Humorloos / IE683

0 stars 0 forks source link

Rewrite use case based on new datset selection #13

Closed Humorloos closed 2 years ago

subashp93 commented 2 years ago
                                Aggregating Netflix movie dataset information

For providing excellent service to customers, customer feedback plays a very important role. But customer feedback and inputs are susceptible to biases and measurement errors. Modern day business processes are aware of such limitations and therefore, rather these customer experience enhancing processes are designed around data driven insights. Netflix was one of the first services in online content streaming services to exploit such user data level insights to provide great recommendations. In our project we will aggregate and transform all the information of movies dataset on Netflix and supplement that with additional movie related information like revenues, directors, synopsis, genre, language, runtime etc. This integrated dataset will assist in providing Netflix users more enhanced movie recommendation experience. Also, this data will further assist in generating user level insights for different movies and will assist in de-confounding the reasons for successful movie streaming numbers.

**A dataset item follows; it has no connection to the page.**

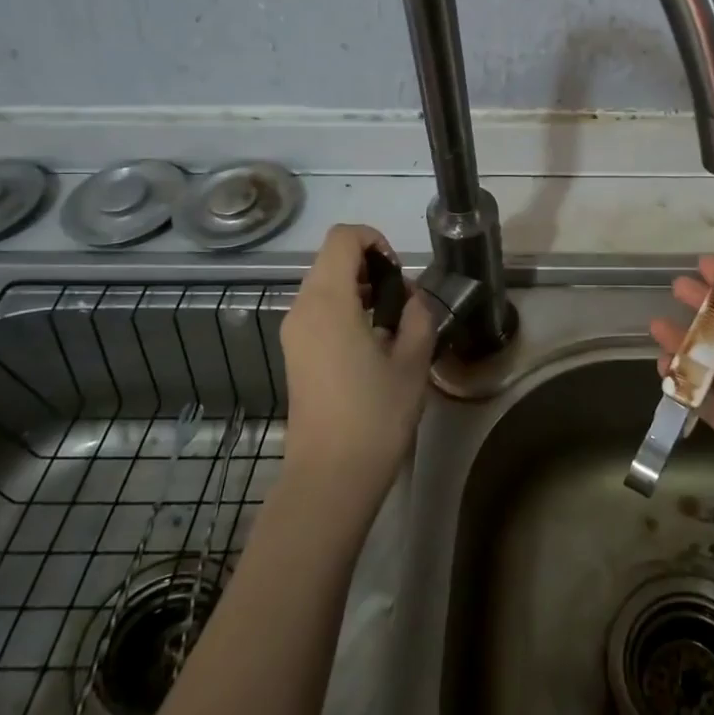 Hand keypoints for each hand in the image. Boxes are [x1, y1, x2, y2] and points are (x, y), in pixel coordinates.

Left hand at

For example, we can more accurately determine whether the user's movie streaming decision on Netflix depends on movie revenue, rotten tomatoes, availability on other streaming platforms etc. As more movie revenue might mean that users would have seen the movie in the theater and it probably is not wise to immediately make it available on the platform by paying heavy streaming rights. Also, with insights from movie release duration and review. we can find highly coveted movies that might not have been widely viewed. Clearly, these insights at user level or movie level data granularity will proffer great insightful explanations for enhancing user experience and business revenues processes as well. 

For implementing this user data integration with movies attributes, we logically follow the relational joining process highlighted in Figure~\ref{fig1} below. All the Three major datasets that we are using are present in homogeneous \textit{csv} format and these datasets are accumulated at \textit{kaggle} with assistance from various API libraries. In the below section we further first elaborate on schema and basic profile for each dataset with Table~\ref{tab:datasets}. And secondly, we summarize the integrated schema and overlap with input schemata with Table~\ref{tab:integrated_schema}. 
ashishrana160796 commented 2 years ago

We have to remove the user related aspects from the discussion in the use case description @subashp93. Hence, I have rephrased the use case description even further to meet our requirements. Please, do look into it in proofreading stage and improve on it further if required.